In 2012 a Hanseatic bowl was found in Puru in Estonia along with coins from the 11th century.

State of research

Since the fundamental work of Josepha Weitzmann-Fiedler , numerous other finds of Romanesque bronze bowls have been made and published in various places. A large-scale investigation in the form of a corpus work , which combines the find situation, iconography, form and material analysis with mapping, is still pending.
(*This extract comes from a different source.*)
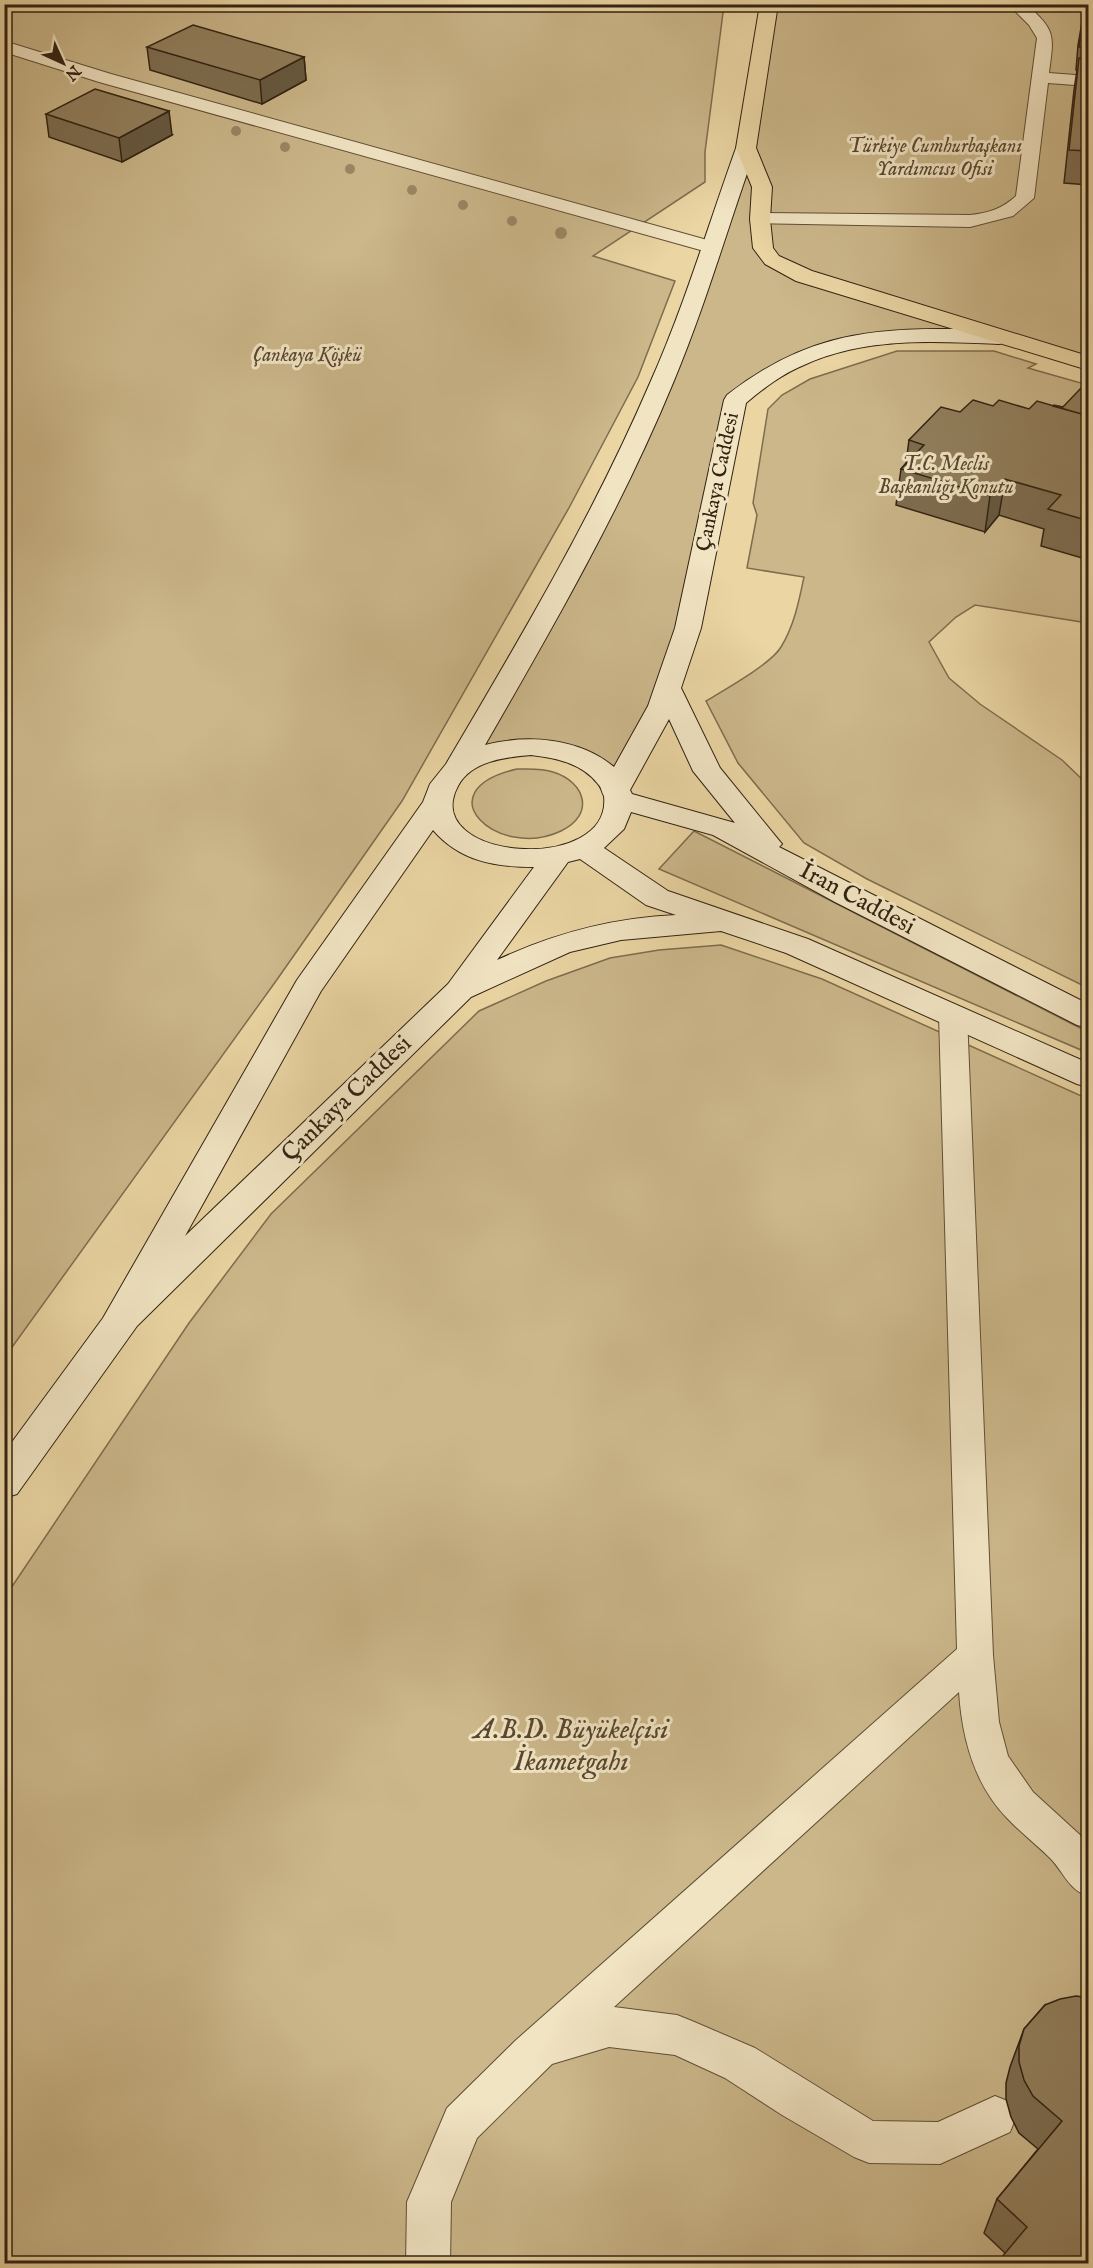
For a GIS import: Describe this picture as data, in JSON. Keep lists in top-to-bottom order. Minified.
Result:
{"streets":{"main road":["Çankaya Caddesi","İran Caddesi"]},"crossings":[["Çankaya Caddesi","İran Caddesi"]],"parks":["Türkiye Cumhurbaşkanı Yardımcısı Ofisi","Çankaya Köşkü","T.C. Meclis Başkanlığı Konutu","A.B.D. Büyükelçisi İkametgahı"],"north":"bottom right"}
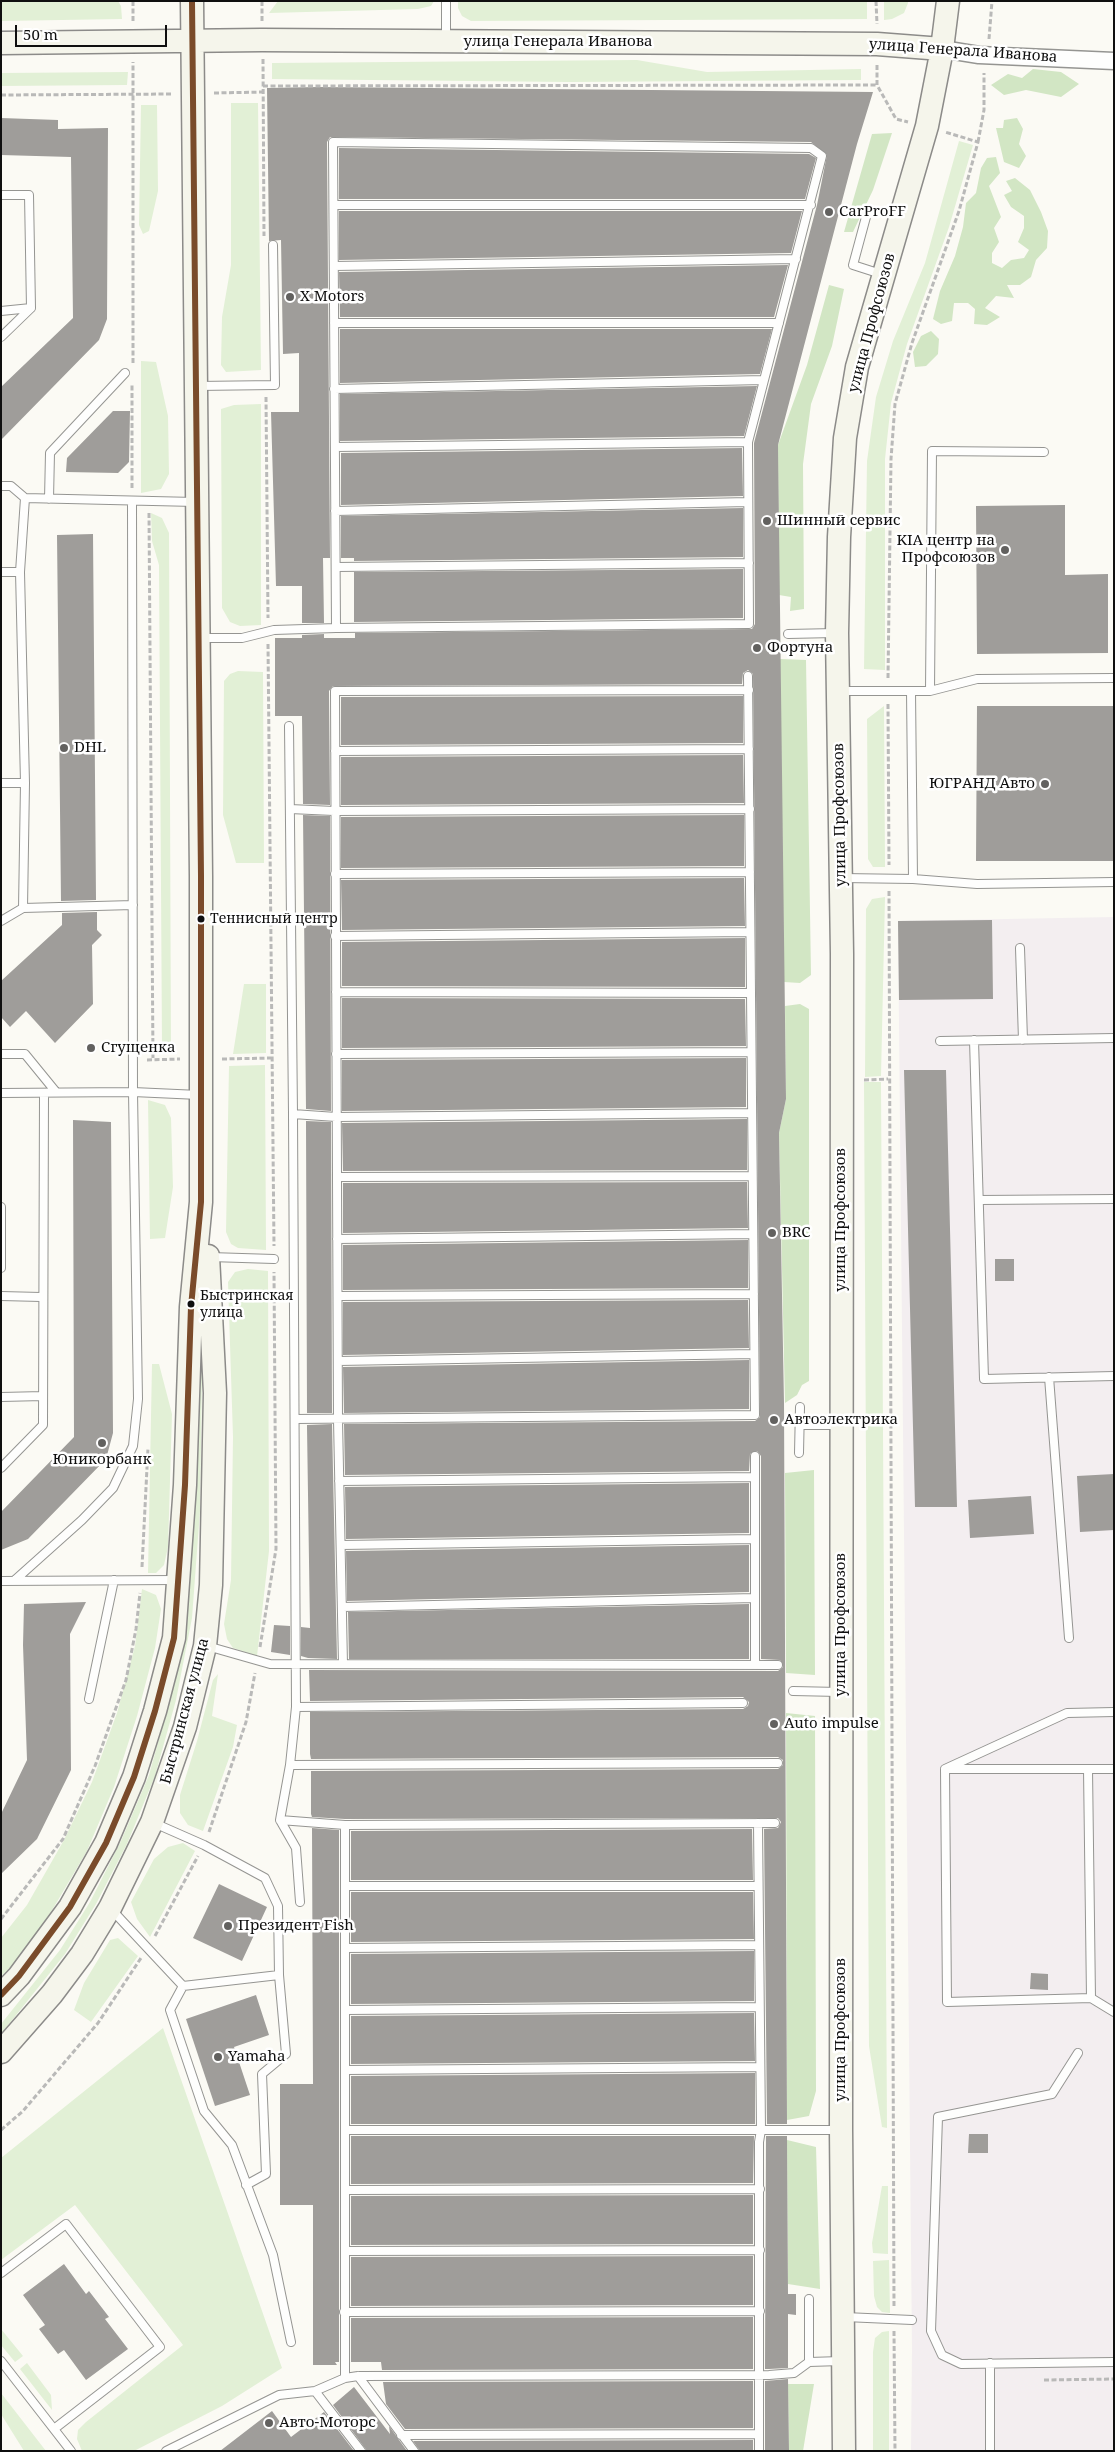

It would presumably allow the spatial and temporal changes to be recognized more precisely and provide information about production centers and trade routes.

literature

  • Ulrich Müller: Engraved Romanesque bronze bowls and chess figures of the 11th / 12th centuries Century , in: Mitteilungen der Arbeitsgemeinschaft für Archäologie des Mittelalter und der Neuzeit , Vol. 9 (1998), pp. 39–48. ( online )
  • Ulrich Müller: Regular processes using the example of hand washing dishes . in: Günter Wiegelmann and Ruth-Elisabeth Mohrmann (eds.): Food and Table Culture in the Hanseatic Area , 1996, ISBN 978-3-89325-430-9 , pp. 137 ff.
  • Ulrich Müller: Between use and meaning. Studies on the function of material culture using the example of medieval hand washing dishes (5th / 6th to 15th / 16th centuries) . Habelt, Bonn 2006, ISBN 978-3-7749-3223-4 . (= Journal for Archeology of the Middle Ages , Supplement 20)
  • Josepha Weitzmann-Fiedler: Romanesque engraved bronze bowls . Deutscher Verlag für Kunstwissenschaft, Berlin 1981, ISBN 3-87157-083-4 .

Individual evidence

  1. Ivar Leimus, Mauri Kiudsoo: Mynt från Olav Kyrre FunNet i Estonia . In: Nordisk Numismatisk Unions Medlemsblad . No. 2 , March 2015, p. 43–45 (Swedish, academia.edu ).